::: AVAILABLE RECORDS

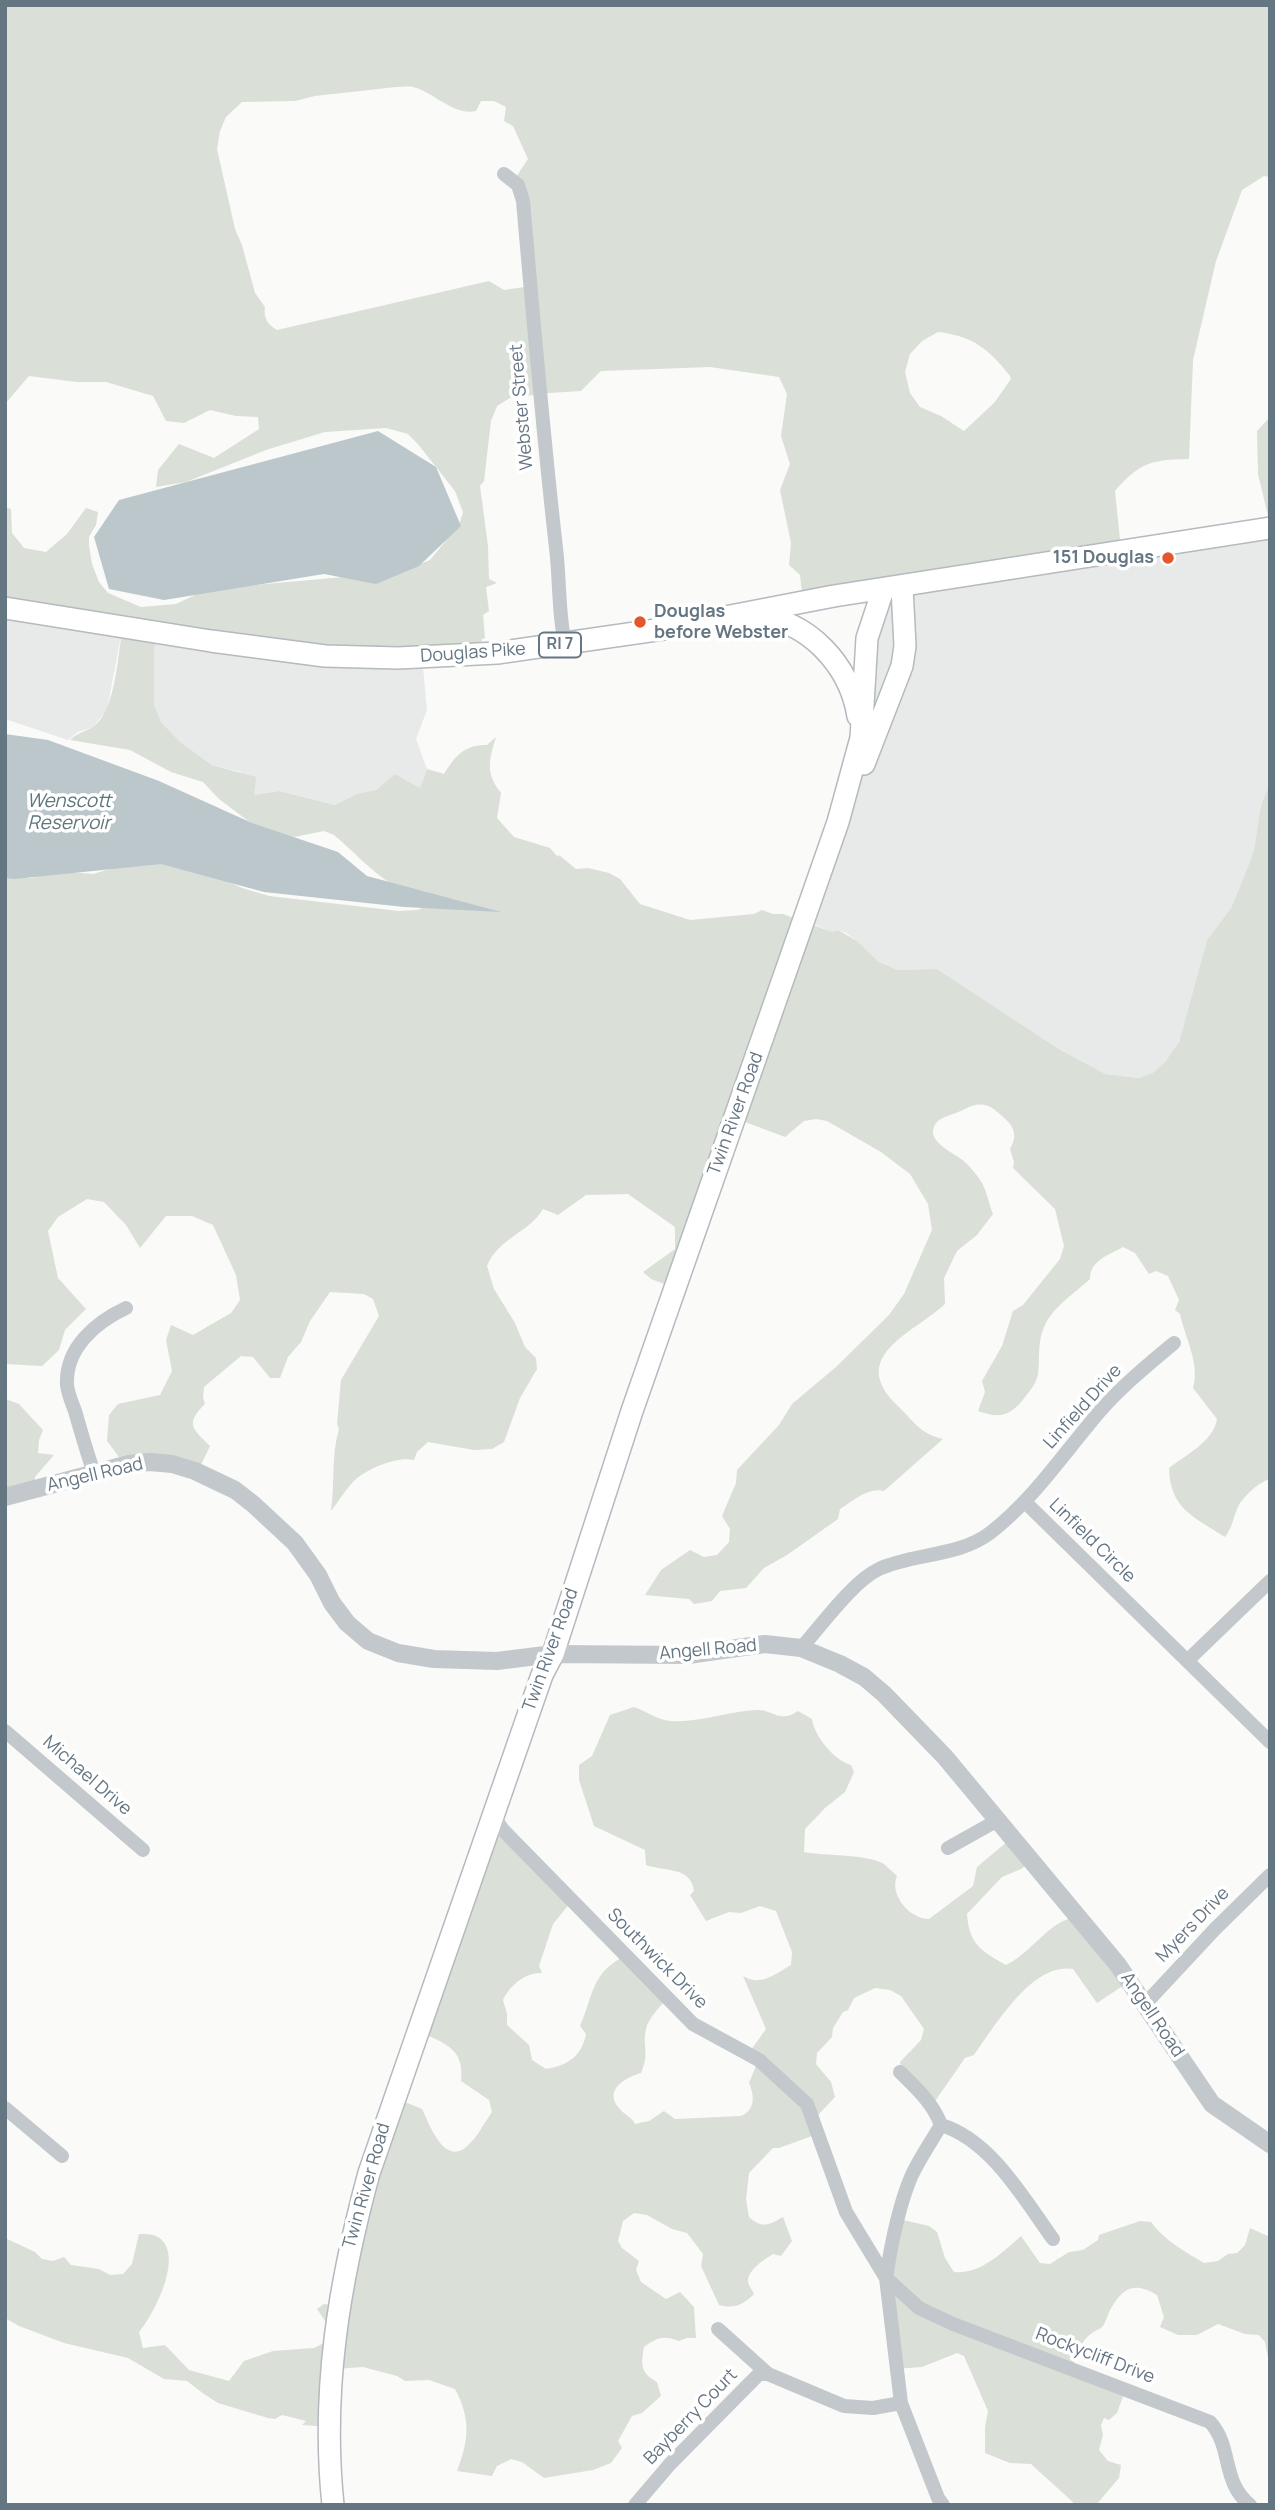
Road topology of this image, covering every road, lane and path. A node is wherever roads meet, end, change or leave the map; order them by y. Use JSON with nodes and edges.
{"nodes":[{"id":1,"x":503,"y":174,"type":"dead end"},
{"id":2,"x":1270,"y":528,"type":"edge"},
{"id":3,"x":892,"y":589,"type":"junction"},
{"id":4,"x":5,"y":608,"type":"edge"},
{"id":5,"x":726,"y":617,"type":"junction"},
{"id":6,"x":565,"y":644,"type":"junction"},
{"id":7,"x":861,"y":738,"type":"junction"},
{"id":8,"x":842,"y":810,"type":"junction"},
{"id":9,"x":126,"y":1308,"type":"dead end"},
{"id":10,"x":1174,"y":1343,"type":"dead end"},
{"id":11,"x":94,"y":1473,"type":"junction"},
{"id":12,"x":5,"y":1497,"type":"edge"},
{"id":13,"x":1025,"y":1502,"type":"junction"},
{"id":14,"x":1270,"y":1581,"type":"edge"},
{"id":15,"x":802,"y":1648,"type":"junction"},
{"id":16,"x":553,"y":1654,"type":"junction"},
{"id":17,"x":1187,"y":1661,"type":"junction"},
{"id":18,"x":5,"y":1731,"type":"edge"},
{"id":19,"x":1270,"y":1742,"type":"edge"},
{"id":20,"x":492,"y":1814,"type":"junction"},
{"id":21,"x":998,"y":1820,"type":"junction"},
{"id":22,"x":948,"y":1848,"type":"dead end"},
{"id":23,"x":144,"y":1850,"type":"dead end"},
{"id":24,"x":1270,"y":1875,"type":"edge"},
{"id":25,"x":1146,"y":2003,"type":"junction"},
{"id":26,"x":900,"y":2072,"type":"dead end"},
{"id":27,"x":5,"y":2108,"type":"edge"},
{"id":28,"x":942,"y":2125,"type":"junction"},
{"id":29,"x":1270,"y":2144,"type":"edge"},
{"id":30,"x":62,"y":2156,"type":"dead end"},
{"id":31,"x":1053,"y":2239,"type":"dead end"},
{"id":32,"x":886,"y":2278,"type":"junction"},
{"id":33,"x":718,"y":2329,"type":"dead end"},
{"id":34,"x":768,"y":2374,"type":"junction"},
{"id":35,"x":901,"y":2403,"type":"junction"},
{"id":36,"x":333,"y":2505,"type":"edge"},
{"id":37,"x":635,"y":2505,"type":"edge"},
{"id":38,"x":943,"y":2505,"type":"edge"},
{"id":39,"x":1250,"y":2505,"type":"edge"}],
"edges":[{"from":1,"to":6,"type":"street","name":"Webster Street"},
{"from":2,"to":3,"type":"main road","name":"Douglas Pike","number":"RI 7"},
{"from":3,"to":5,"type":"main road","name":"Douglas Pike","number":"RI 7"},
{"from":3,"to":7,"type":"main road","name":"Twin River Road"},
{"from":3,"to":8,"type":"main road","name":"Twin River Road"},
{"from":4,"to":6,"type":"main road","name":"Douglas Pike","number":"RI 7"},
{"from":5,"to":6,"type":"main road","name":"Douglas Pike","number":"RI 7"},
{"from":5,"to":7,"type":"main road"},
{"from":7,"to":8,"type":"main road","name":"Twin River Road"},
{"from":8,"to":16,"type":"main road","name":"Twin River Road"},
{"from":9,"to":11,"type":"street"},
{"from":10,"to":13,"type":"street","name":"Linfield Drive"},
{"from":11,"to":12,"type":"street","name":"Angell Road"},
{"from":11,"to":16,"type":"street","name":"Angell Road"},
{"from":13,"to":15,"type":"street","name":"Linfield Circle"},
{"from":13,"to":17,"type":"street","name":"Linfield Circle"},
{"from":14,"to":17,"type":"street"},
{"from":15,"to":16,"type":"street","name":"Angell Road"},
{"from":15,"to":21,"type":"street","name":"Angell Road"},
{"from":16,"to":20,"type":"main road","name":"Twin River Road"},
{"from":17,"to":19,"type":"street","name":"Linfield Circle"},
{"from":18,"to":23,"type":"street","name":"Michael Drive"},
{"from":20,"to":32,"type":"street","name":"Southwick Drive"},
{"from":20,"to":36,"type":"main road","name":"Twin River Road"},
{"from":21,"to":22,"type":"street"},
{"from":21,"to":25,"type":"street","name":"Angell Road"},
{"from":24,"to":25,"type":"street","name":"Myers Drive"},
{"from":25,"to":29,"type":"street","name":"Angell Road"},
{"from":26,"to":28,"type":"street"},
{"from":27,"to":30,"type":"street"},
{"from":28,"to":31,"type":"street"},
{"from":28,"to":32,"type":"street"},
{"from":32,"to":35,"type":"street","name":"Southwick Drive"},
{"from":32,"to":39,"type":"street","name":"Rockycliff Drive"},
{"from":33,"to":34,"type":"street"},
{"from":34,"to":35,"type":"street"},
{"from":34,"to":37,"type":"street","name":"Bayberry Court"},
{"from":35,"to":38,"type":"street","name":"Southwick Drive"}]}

::::::

WHAT THE EXERCISE ASKS ▸
Type the material out again exactly. Skip the pictures.

EXPECTED ANSWER ▸
Road topology of this image, covering every road, lane and path. A node is wherever roads meet, end, change or leave the map; order them by y. Use JSON with nodes and edges.
{"nodes":[{"id":1,"x":503,"y":174,"type":"dead end"},
{"id":2,"x":1270,"y":528,"type":"edge"},
{"id":3,"x":892,"y":589,"type":"junction"},
{"id":4,"x":5,"y":608,"type":"edge"},
{"id":5,"x":726,"y":617,"type":"junction"},
{"id":6,"x":565,"y":644,"type":"junction"},
{"id":7,"x":861,"y":738,"type":"junction"},
{"id":8,"x":842,"y":810,"type":"junction"},
{"id":9,"x":126,"y":1308,"type":"dead end"},
{"id":10,"x":1174,"y":1343,"type":"dead end"},
{"id":11,"x":94,"y":1473,"type":"junction"},
{"id":12,"x":5,"y":1497,"type":"edge"},
{"id":13,"x":1025,"y":1502,"type":"junction"},
{"id":14,"x":1270,"y":1581,"type":"edge"},
{"id":15,"x":802,"y":1648,"type":"junction"},
{"id":16,"x":553,"y":1654,"type":"junction"},
{"id":17,"x":1187,"y":1661,"type":"junction"},
{"id":18,"x":5,"y":1731,"type":"edge"},
{"id":19,"x":1270,"y":1742,"type":"edge"},
{"id":20,"x":492,"y":1814,"type":"junction"},
{"id":21,"x":998,"y":1820,"type":"junction"},
{"id":22,"x":948,"y":1848,"type":"dead end"},
{"id":23,"x":144,"y":1850,"type":"dead end"},
{"id":24,"x":1270,"y":1875,"type":"edge"},
{"id":25,"x":1146,"y":2003,"type":"junction"},
{"id":26,"x":900,"y":2072,"type":"dead end"},
{"id":27,"x":5,"y":2108,"type":"edge"},
{"id":28,"x":942,"y":2125,"type":"junction"},
{"id":29,"x":1270,"y":2144,"type":"edge"},
{"id":30,"x":62,"y":2156,"type":"dead end"},
{"id":31,"x":1053,"y":2239,"type":"dead end"},
{"id":32,"x":886,"y":2278,"type":"junction"},
{"id":33,"x":718,"y":2329,"type":"dead end"},
{"id":34,"x":768,"y":2374,"type":"junction"},
{"id":35,"x":901,"y":2403,"type":"junction"},
{"id":36,"x":333,"y":2505,"type":"edge"},
{"id":37,"x":635,"y":2505,"type":"edge"},
{"id":38,"x":943,"y":2505,"type":"edge"},
{"id":39,"x":1250,"y":2505,"type":"edge"}],
"edges":[{"from":1,"to":6,"type":"street","name":"Webster Street"},
{"from":2,"to":3,"type":"main road","name":"Douglas Pike","number":"RI 7"},
{"from":3,"to":5,"type":"main road","name":"Douglas Pike","number":"RI 7"},
{"from":3,"to":7,"type":"main road","name":"Twin River Road"},
{"from":3,"to":8,"type":"main road","name":"Twin River Road"},
{"from":4,"to":6,"type":"main road","name":"Douglas Pike","number":"RI 7"},
{"from":5,"to":6,"type":"main road","name":"Douglas Pike","number":"RI 7"},
{"from":5,"to":7,"type":"main road"},
{"from":7,"to":8,"type":"main road","name":"Twin River Road"},
{"from":8,"to":16,"type":"main road","name":"Twin River Road"},
{"from":9,"to":11,"type":"street"},
{"from":10,"to":13,"type":"street","name":"Linfield Drive"},
{"from":11,"to":12,"type":"street","name":"Angell Road"},
{"from":11,"to":16,"type":"street","name":"Angell Road"},
{"from":13,"to":15,"type":"street","name":"Linfield Circle"},
{"from":13,"to":17,"type":"street","name":"Linfield Circle"},
{"from":14,"to":17,"type":"street"},
{"from":15,"to":16,"type":"street","name":"Angell Road"},
{"from":15,"to":21,"type":"street","name":"Angell Road"},
{"from":16,"to":20,"type":"main road","name":"Twin River Road"},
{"from":17,"to":19,"type":"street","name":"Linfield Circle"},
{"from":18,"to":23,"type":"street","name":"Michael Drive"},
{"from":20,"to":32,"type":"street","name":"Southwick Drive"},
{"from":20,"to":36,"type":"main road","name":"Twin River Road"},
{"from":21,"to":22,"type":"street"},
{"from":21,"to":25,"type":"street","name":"Angell Road"},
{"from":24,"to":25,"type":"street","name":"Myers Drive"},
{"from":25,"to":29,"type":"street","name":"Angell Road"},
{"from":26,"to":28,"type":"street"},
{"from":27,"to":30,"type":"street"},
{"from":28,"to":31,"type":"street"},
{"from":28,"to":32,"type":"street"},
{"from":32,"to":35,"type":"street","name":"Southwick Drive"},
{"from":32,"to":39,"type":"street","name":"Rockycliff Drive"},
{"from":33,"to":34,"type":"street"},
{"from":34,"to":35,"type":"street"},
{"from":34,"to":37,"type":"street","name":"Bayberry Court"},
{"from":35,"to":38,"type":"street","name":"Southwick Drive"}]}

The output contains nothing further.